:: Exercise inputs ::

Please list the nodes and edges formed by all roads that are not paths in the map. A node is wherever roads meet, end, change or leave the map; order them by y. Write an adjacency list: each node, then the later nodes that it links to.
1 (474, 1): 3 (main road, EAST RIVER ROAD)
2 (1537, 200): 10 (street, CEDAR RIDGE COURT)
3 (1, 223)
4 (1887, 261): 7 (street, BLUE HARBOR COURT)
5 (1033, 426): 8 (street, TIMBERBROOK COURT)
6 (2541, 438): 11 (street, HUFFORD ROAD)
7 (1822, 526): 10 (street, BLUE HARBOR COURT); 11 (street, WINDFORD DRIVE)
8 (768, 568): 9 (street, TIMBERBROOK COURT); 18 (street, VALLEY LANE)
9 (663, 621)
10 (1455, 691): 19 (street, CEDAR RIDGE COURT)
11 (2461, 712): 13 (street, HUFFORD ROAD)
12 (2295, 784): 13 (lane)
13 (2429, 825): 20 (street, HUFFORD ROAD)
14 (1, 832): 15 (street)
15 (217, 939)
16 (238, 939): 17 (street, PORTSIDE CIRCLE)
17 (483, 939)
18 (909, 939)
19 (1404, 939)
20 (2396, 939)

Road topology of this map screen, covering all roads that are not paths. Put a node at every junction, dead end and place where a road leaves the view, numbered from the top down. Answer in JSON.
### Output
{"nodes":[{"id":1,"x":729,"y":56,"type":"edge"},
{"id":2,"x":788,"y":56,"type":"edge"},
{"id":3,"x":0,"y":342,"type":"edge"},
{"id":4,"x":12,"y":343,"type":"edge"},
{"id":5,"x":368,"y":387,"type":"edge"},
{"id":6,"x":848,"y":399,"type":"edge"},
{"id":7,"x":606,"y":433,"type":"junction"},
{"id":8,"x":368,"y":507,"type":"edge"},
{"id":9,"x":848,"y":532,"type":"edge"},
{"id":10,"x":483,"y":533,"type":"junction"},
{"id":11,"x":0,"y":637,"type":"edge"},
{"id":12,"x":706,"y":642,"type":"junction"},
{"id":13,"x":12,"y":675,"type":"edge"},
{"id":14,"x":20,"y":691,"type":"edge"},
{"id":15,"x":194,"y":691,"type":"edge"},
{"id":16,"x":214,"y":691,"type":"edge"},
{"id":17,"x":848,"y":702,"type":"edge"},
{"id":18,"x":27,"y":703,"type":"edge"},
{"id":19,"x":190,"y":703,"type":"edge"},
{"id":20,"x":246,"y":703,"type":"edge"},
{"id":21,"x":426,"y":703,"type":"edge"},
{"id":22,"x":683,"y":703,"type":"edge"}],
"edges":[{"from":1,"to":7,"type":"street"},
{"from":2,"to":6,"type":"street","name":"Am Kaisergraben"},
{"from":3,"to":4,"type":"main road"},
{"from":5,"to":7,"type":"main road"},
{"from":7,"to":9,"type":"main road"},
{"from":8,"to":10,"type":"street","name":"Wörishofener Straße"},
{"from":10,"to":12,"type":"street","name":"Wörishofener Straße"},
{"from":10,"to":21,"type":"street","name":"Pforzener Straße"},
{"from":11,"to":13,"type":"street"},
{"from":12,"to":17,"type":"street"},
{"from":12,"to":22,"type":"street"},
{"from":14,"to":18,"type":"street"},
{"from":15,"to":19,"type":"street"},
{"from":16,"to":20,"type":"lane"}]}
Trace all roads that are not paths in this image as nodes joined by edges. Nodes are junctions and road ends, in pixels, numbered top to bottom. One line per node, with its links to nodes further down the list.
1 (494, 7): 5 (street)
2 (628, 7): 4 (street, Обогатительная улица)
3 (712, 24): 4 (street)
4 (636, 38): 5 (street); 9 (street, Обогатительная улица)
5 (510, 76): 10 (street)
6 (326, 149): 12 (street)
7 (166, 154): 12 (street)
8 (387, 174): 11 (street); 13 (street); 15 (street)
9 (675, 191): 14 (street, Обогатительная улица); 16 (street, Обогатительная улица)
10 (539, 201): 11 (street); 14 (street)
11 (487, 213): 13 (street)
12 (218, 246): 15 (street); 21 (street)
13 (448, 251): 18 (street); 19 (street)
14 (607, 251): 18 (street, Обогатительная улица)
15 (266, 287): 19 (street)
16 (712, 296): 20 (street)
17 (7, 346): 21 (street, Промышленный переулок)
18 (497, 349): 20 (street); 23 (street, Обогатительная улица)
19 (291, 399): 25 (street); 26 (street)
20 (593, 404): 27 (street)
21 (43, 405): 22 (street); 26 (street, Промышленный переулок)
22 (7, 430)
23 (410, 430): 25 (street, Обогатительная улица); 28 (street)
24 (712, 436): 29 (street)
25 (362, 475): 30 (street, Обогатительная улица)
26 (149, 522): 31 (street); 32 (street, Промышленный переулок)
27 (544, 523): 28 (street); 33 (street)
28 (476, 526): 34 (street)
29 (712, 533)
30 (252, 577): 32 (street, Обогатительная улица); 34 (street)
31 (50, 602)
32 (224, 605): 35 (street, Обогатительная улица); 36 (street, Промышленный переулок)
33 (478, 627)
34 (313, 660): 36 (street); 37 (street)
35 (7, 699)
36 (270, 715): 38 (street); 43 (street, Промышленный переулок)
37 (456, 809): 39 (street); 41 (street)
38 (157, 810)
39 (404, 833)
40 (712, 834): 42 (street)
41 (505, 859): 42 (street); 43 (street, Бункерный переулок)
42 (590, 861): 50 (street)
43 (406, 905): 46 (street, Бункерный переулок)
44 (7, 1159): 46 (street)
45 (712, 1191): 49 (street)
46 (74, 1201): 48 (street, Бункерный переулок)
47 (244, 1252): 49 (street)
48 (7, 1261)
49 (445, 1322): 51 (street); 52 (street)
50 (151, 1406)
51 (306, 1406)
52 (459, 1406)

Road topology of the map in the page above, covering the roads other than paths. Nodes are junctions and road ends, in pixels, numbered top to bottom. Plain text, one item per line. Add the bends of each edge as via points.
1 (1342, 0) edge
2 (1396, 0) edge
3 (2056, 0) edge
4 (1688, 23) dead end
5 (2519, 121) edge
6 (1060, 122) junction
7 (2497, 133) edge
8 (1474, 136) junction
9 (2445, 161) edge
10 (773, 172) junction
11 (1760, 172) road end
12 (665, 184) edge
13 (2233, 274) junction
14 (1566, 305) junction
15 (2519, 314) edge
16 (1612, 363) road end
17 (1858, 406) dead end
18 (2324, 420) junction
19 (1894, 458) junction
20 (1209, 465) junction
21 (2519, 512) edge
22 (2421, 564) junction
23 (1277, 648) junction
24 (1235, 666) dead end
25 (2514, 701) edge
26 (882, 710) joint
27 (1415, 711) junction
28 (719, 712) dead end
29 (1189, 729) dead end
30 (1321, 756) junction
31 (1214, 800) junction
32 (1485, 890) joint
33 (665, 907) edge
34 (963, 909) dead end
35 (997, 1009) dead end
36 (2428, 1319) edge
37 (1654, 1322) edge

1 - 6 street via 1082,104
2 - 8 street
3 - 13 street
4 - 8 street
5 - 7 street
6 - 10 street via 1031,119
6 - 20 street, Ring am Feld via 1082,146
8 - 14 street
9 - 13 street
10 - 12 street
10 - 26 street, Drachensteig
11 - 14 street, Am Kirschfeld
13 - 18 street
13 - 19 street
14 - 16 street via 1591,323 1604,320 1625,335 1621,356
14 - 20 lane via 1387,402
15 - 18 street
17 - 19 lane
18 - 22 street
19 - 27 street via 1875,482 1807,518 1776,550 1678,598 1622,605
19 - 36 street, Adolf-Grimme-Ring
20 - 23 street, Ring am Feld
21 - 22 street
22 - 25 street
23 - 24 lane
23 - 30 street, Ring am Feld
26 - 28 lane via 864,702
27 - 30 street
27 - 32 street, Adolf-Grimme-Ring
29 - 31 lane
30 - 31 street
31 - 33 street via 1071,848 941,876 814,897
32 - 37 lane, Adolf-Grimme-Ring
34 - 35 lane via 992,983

:::

**Your instructions:** Beginning with the line in which "Road topology of the" appears, set down each line through the last one in the listing, unchanged and with no extras.

**Your solution:**
Road topology of the map in the page above, covering the roads other than paths. Nodes are junctions and road ends, in pixels, numbered top to bottom. Plain text, one item per line. Add the bends of each edge as via points.
1 (1342, 0) edge
2 (1396, 0) edge
3 (2056, 0) edge
4 (1688, 23) dead end
5 (2519, 121) edge
6 (1060, 122) junction
7 (2497, 133) edge
8 (1474, 136) junction
9 (2445, 161) edge
10 (773, 172) junction
11 (1760, 172) road end
12 (665, 184) edge
13 (2233, 274) junction
14 (1566, 305) junction
15 (2519, 314) edge
16 (1612, 363) road end
17 (1858, 406) dead end
18 (2324, 420) junction
19 (1894, 458) junction
20 (1209, 465) junction
21 (2519, 512) edge
22 (2421, 564) junction
23 (1277, 648) junction
24 (1235, 666) dead end
25 (2514, 701) edge
26 (882, 710) joint
27 (1415, 711) junction
28 (719, 712) dead end
29 (1189, 729) dead end
30 (1321, 756) junction
31 (1214, 800) junction
32 (1485, 890) joint
33 (665, 907) edge
34 (963, 909) dead end
35 (997, 1009) dead end
36 (2428, 1319) edge
37 (1654, 1322) edge

1 - 6 street via 1082,104
2 - 8 street
3 - 13 street
4 - 8 street
5 - 7 street
6 - 10 street via 1031,119
6 - 20 street, Ring am Feld via 1082,146
8 - 14 street
9 - 13 street
10 - 12 street
10 - 26 street, Drachensteig
11 - 14 street, Am Kirschfeld
13 - 18 street
13 - 19 street
14 - 16 street via 1591,323 1604,320 1625,335 1621,356
14 - 20 lane via 1387,402
15 - 18 street
17 - 19 lane
18 - 22 street
19 - 27 street via 1875,482 1807,518 1776,550 1678,598 1622,605
19 - 36 street, Adolf-Grimme-Ring
20 - 23 street, Ring am Feld
21 - 22 street
22 - 25 street
23 - 24 lane
23 - 30 street, Ring am Feld
26 - 28 lane via 864,702
27 - 30 street
27 - 32 street, Adolf-Grimme-Ring
29 - 31 lane
30 - 31 street
31 - 33 street via 1071,848 941,876 814,897
32 - 37 lane, Adolf-Grimme-Ring
34 - 35 lane via 992,983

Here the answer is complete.